Foi naquele sábado que tive a confirmação.
Acordei, lavei o rosto e desci. Manhã amena, temperatura agradável, como tantas outras que vimos este ano; na rua, poucos barulhos de carros àquela hora em que a cidade ainda despertava.
Passei pela sala, liguei a TV com o volume alto de sempre e segui para a cozinha. Ali estava meu pai, conversando com uma moça linda, perfeita, usando um longo vestido amarelo simples e um corpete azul.
− Então, não temos mais cereal, mas deve ter umas maçãs na geladeira se quiser.
− Para dizer a verdade nunca gostei muito de maçãs senhor Arnaldo, mas aceito se tiver algumas torradas e ovos. Saí cedo, sabe? Foi uma viagem bem longa.

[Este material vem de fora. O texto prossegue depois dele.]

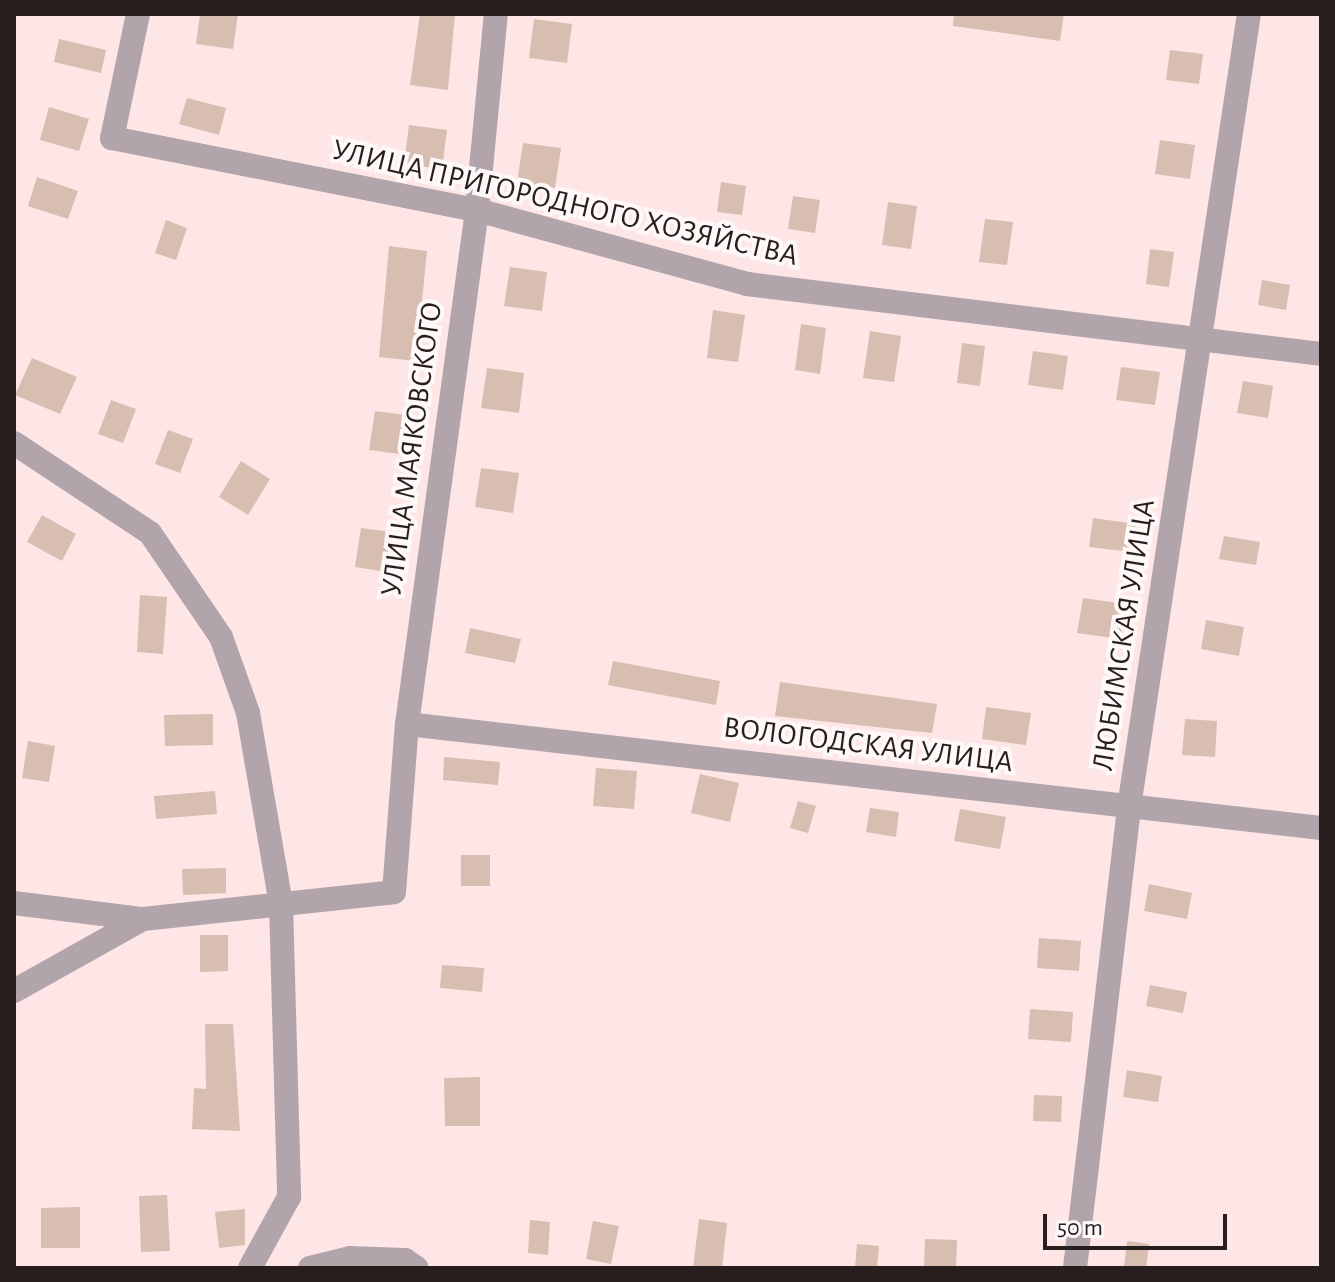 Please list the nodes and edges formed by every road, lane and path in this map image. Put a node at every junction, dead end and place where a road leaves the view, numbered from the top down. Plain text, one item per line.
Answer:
1 (138, 14) edge
2 (496, 14) edge
3 (1249, 14) edge
4 (477, 210) junction
5 (1203, 336) junction
6 (1321, 354) edge
7 (14, 443) edge
8 (407, 724) junction
9 (1129, 807) junction
10 (1321, 828) edge
11 (14, 903) edge
12 (281, 904) junction
13 (143, 919) junction
14 (14, 991) edge
15 (250, 1268) edge
16 (310, 1268) edge
17 (417, 1268) edge
18 (1075, 1268) edge

1 - 4 street, УЛИЦА ПРИГОРОДНОГО ХОЗЯЙСТВА
2 - 4 street, УЛИЦА МАЯКОВСКОГО
3 - 5 street, ЛЮБИМСКАЯ УЛИЦА
4 - 5 street, УЛИЦА ПРИГОРОДНОГО ХОЗЯЙСТВА
4 - 8 street, УЛИЦА МАЯКОВСКОГО
5 - 6 street, УЛИЦА ПРИГОРОДНОГО ХОЗЯЙСТВА
5 - 9 street, ЛЮБИМСКАЯ УЛИЦА
7 - 12 street
8 - 9 street, ВОЛОГОДСКАЯ УЛИЦА
8 - 12 street, УЛИЦА МАЯКОВСКОГО
9 - 10 street, ВОЛОГОДСКАЯ УЛИЦА
9 - 18 street, ЛЮБИМСКАЯ УЛИЦА
11 - 13 street
12 - 13 street
12 - 15 street
13 - 14 street
16 - 17 street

− Sem problemas então, senta ali enquanto faço os ovos.
Branca de neve.
Ali na cozinha.
Esfreguei os olhos e balancei a cabeça. Quase uso o antigo clichê de me beliscar para ver se ainda estava sonhando. Nada. Ela continuava ali. No caminho para pegar a torradeira meu pai notou minha presença.
− Bom dia filhão!
Não tenho ideia da cara que devo ter feito – provavelmente a mesma que você faria se visse a Cinderela sentada no seu sofá − mas certamente não deve ter das melhores.

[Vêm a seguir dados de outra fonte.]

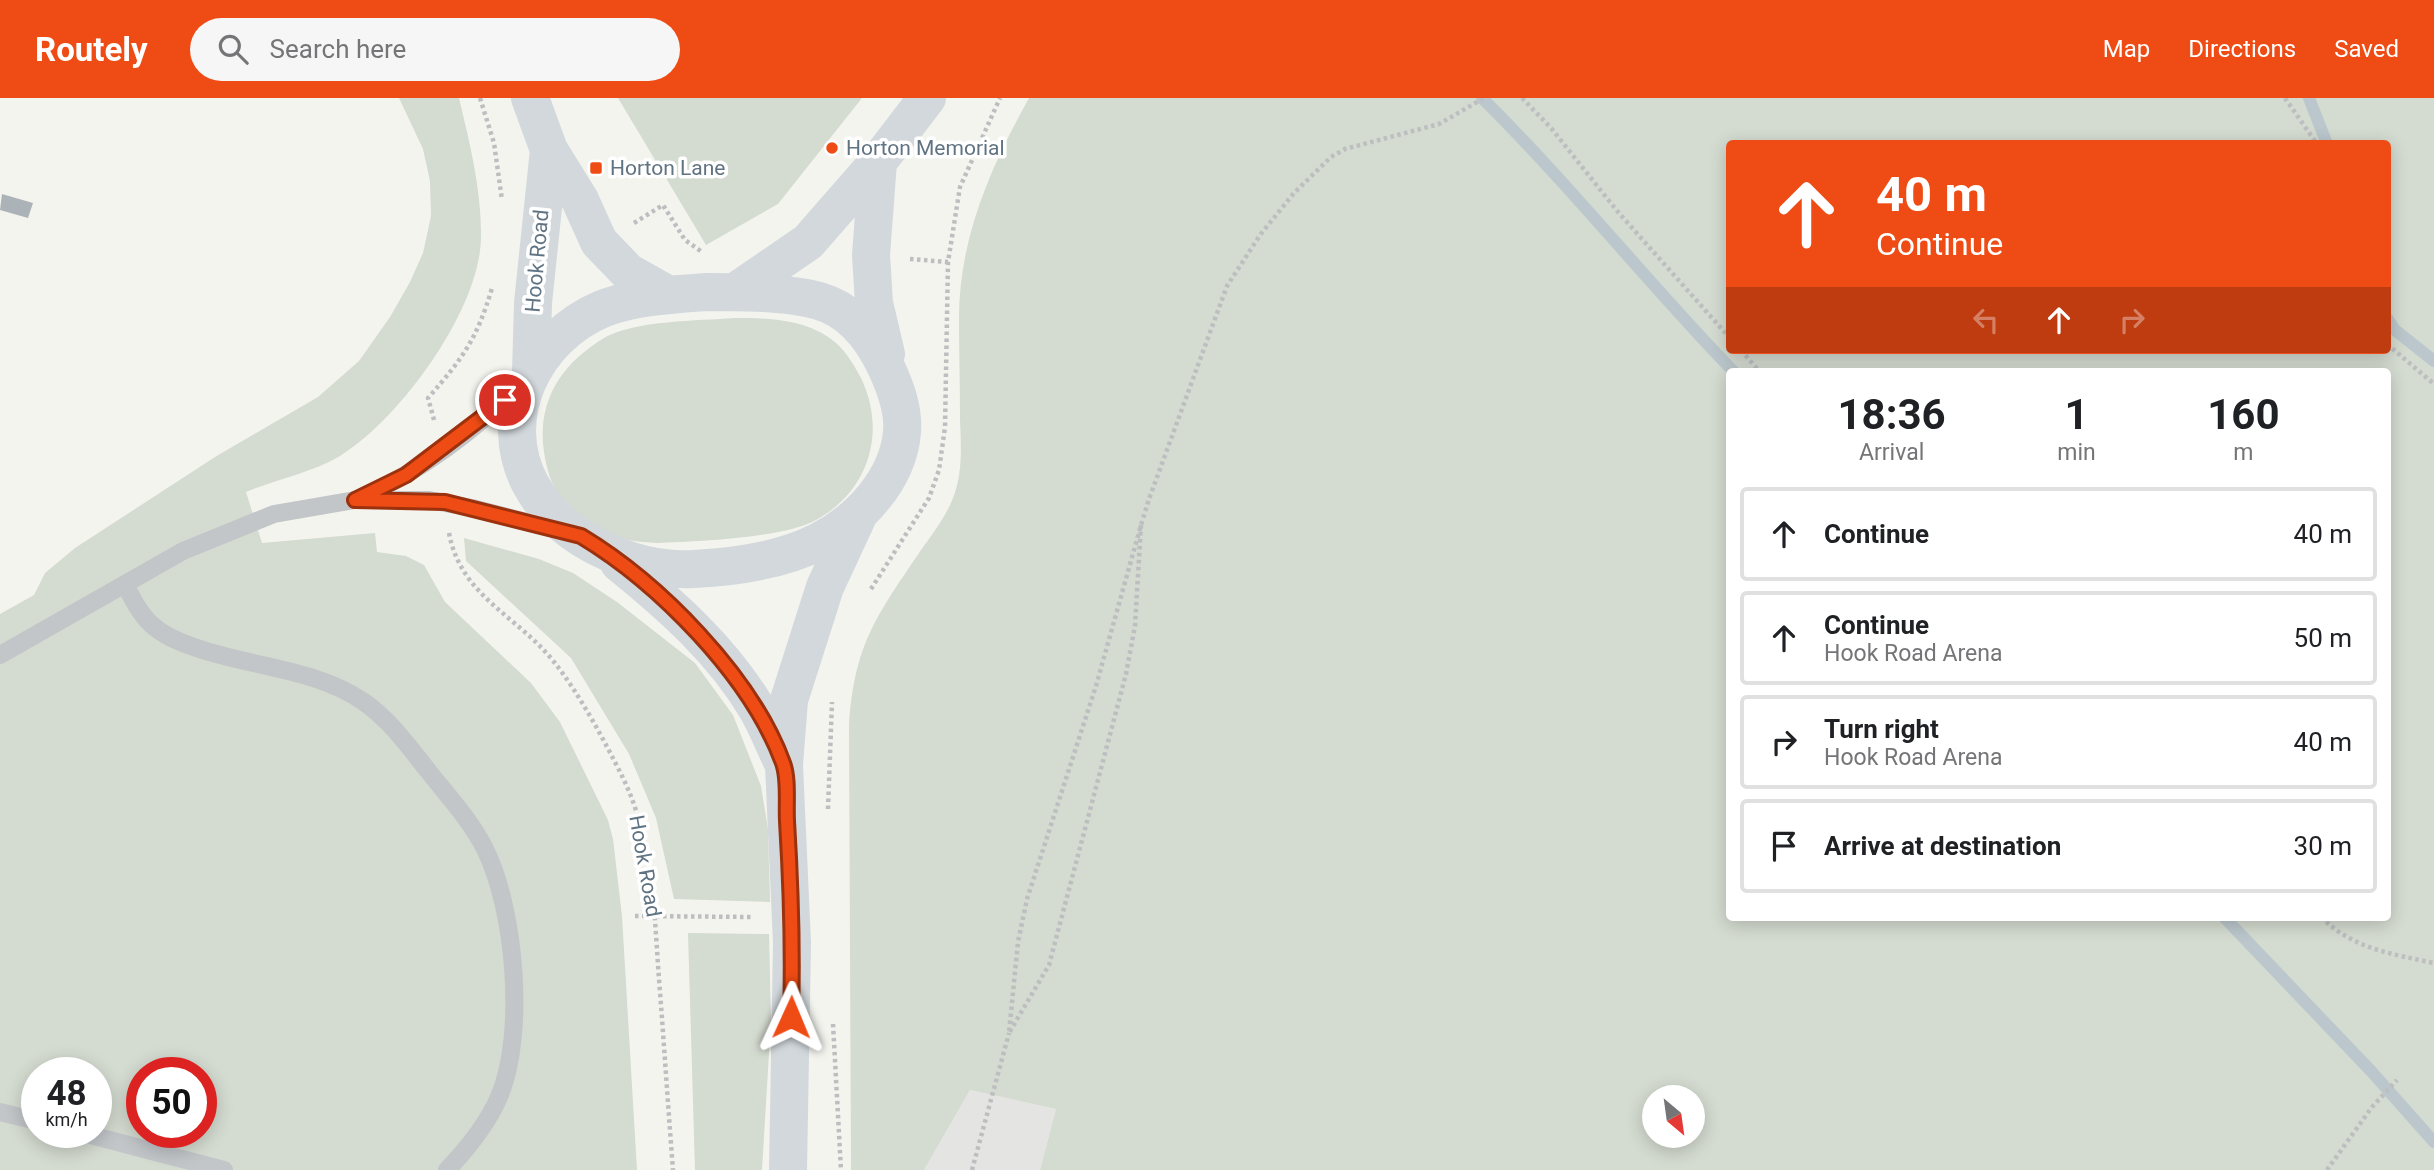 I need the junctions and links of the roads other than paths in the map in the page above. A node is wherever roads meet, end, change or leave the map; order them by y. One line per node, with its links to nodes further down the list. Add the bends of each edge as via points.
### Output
1 (530, 98): 3 (main road, Hook Road)
2 (927, 98): 4 (main road)
3 (549, 150): 6 (main road, Hook Road, via 604,249 628,272); 7 (main road, Hook Road, via 533,303)
4 (878, 162): 5 (main road, via 808,242); 8 (main road, via 872,279)
5 (735, 292): 6 (main road); 8 (main road, via 818,300 848,314 868,335)
6 (669, 295): 7 (main road, via 612,305 586,317 548,346)
7 (531, 372): 9 (lane, via 492,412 441,451 390,485); 11 (main road, via 520,414 523,464 532,487 550,511)
8 (891, 377): 10 (main road, via 901,409 900,446 890,472)
9 (355, 500): 11 (lane, via 445,502); 12 (lane, via 255,520 183,551)
10 (858, 516): 11 (main road, via 806,547 717,567 646,566); 14 (main road, via 807,638 789,700)
11 (590, 541): 14 (main road, via 664,600 710,646 756,708)
12 (126, 586): 13 (lane); 19 (lane, via 143,616 168,636 205,651 307,677 363,701 401,736 484,847 496,875 510,939 511,1046 493,1110)
13 (0, 655)
14 (784, 765): 20 (main road, via 792,943)
15 (0, 1112): 16 (lane)
16 (21, 1117)
17 (112, 1141): 18 (lane)
18 (224, 1170)
19 (447, 1170)
20 (788, 1170)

− Tá tudo bem Felipe? Alguma coisa errada?
“TUDO errado” quis responder, mas algo inocente e genuíno na pergunta deve ter mudado as palavras enquanto ainda subiam pela garganta.

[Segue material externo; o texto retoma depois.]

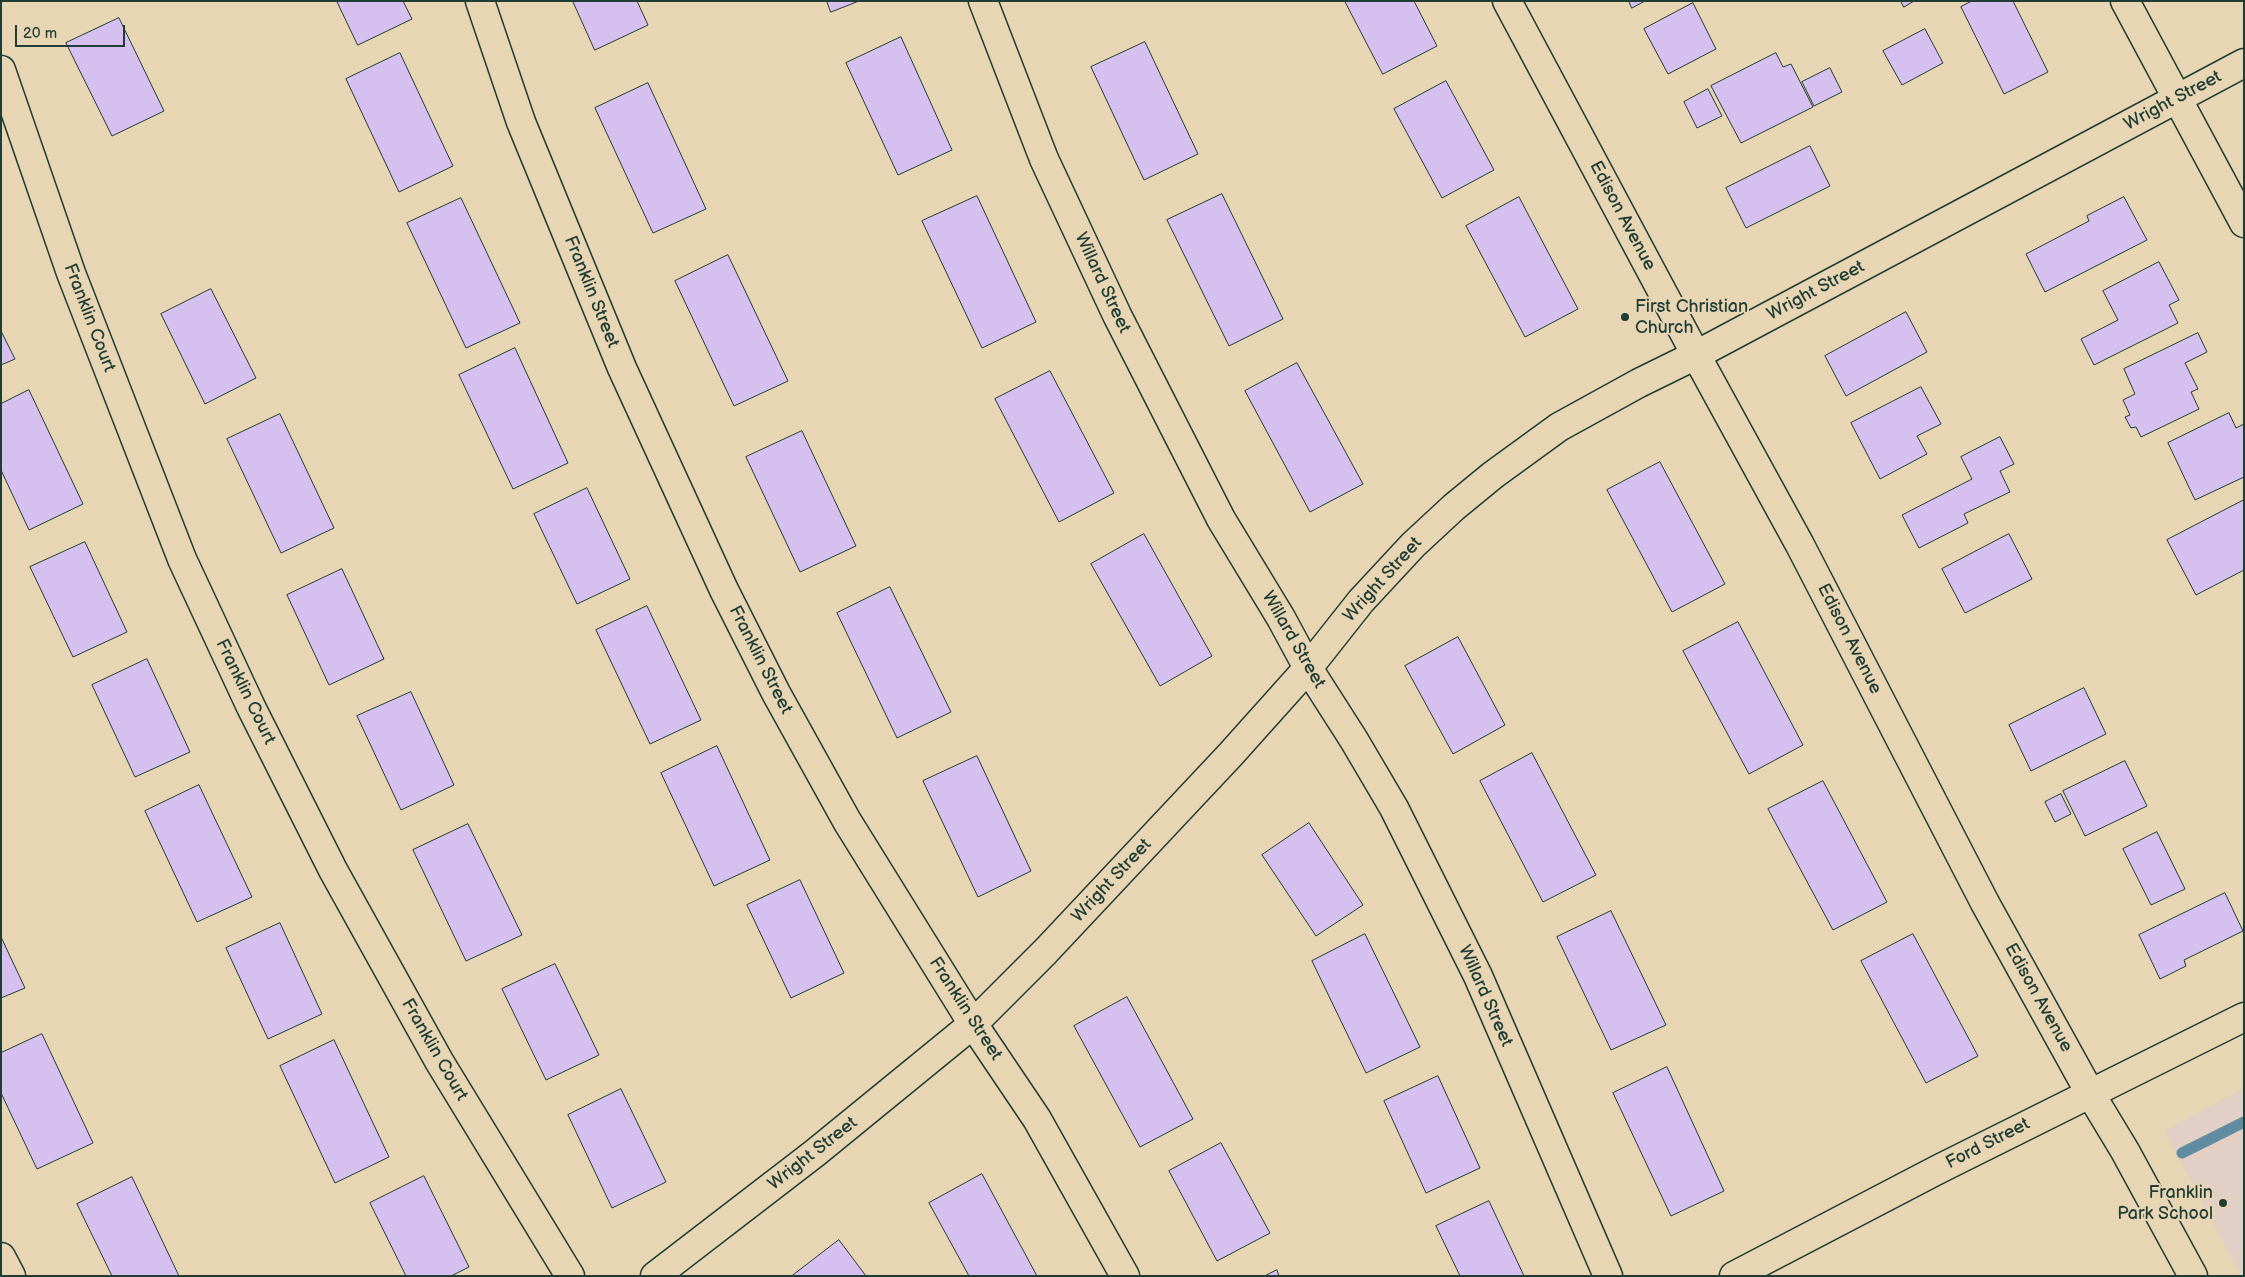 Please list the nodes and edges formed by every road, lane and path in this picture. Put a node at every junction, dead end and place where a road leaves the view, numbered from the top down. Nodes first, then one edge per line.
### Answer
1 (480, 1) edge
2 (982, 1) edge
3 (1508, 1) edge
4 (2125, 1) edge
5 (2244, 63) edge
6 (1, 70) edge
7 (2176, 99) junction
8 (2244, 223) edge
9 (1696, 355) junction
10 (1308, 668) junction
11 (2244, 1017) edge
12 (973, 1024) junction
13 (2090, 1093) junction
14 (1, 1257) edge
15 (11, 1276) edge
16 (570, 1276) edge
17 (655, 1276) edge
18 (1125, 1276) edge
19 (1608, 1276) edge
20 (1734, 1276) edge
21 (2193, 1276) edge

1 - 12 street, Franklin Street
2 - 10 street, Willard Street
3 - 9 street, Edison Avenue
4 - 7 street
5 - 7 street, Wright Street
6 - 16 street, Franklin Court
7 - 8 street
7 - 9 street, Wright Street
9 - 10 street, Wright Street
9 - 13 street, Edison Avenue
10 - 12 street, Wright Street
10 - 19 street, Willard Street
11 - 13 street, Ford Street
12 - 17 street, Wright Street
12 - 18 street, Franklin Street
13 - 20 street, Ford Street
13 - 21 street, Edison Avenue
14 - 15 street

− Não, não. Quer dizer, sim, tudo bem. Nada errado.
− Certeza? Tá meio pálido. Quer que te faça um suco de laranja? Não me custa nada e…
− Tranquilo pai, estou bem sim. Só sem fome. Vem cá, deixa eu perguntar uma coisa. Aquela ali é… – nesse momento a voz não saiu – quer dizer como a… quem é?
− Como assim “quem” Felipe? A Branca de Neve. Chegou de viagem agora na casa dos Teixeira aqui do lado, – apontou com a mão sobre a pia − mas tá tudo trancado lá, devem ter saído.
Novamente a naturalidade dele me surpreendeu.
− Entendi – mentira. − A mãe?
− Lá em cima eu acho. Ou no quintal regando as plantas. – e revirando os olhos − Sabe como ela adora aquelas flores.
− Certo. Acho que vou falar bom dia pra ela.
Saí rápido. Enquanto subia ponderava cuidadosamente se ainda sonhava e comecei a entrar em pensamentos como “Mas-e-se-estiver-sonhando-que-estou-achando-que-estou-sonhando?” quando bati a canela na quina do aparador do corredor – de uma maneira bem real. E isso descartou toda possibilidade de sonho.
Entrando no quarto ainda esfregando o local da batida, escuto pela janela minha mãe discutindo – melhor, ensinando − com uma criança.
− Não não, veja… Estas pintadinhas são os lírios, não aquelas penduradas. Aquelas são orquídeas.
− Entendi. São realmente muito bonitas, senhora. Não tenho como pendurar coisas no local de onde eu venho, sabe?
Aproximei-me da janela e vi que o interlocutor era uma criança, – cinco a sete anos no máximo − mas não consegui ver seu rosto. Uma cabeleira loira e usava uma roupa larga para seu tamanho, parado à beira do caramanchão com as mãos cruzadas às costas.
− Lá é muito pequeno também, não teria espaço para outras flores.
− Imagino como deva ser – respondeu minha mãe sorrindo. − Mas me conte, como foi mesmo que você chegou aqui?
− Bem senhora, tudo começou com pássaros lá em B612…
Não ouvi o restante. Dei dois passos para trás e me atirei na cama, encarando o teto, incrédulo. Como pude ser tão cego? Como pude esperar tanto tempo?
Meus pais tinham enlouquecido. Os dois.
Suspeitava disso desde o final de semana passado quando meu pai disse que ia pescar com Peter Pan e minha mãe respondeu que não tivesse pressa, pois quando voltasse teria preparado um farto banquete com a ajuda dos garotos perdidos.
Alguma coisa precisava ser feita, e logo.
Fui adiante, resoluto, e contei tudo ao anão de jardim.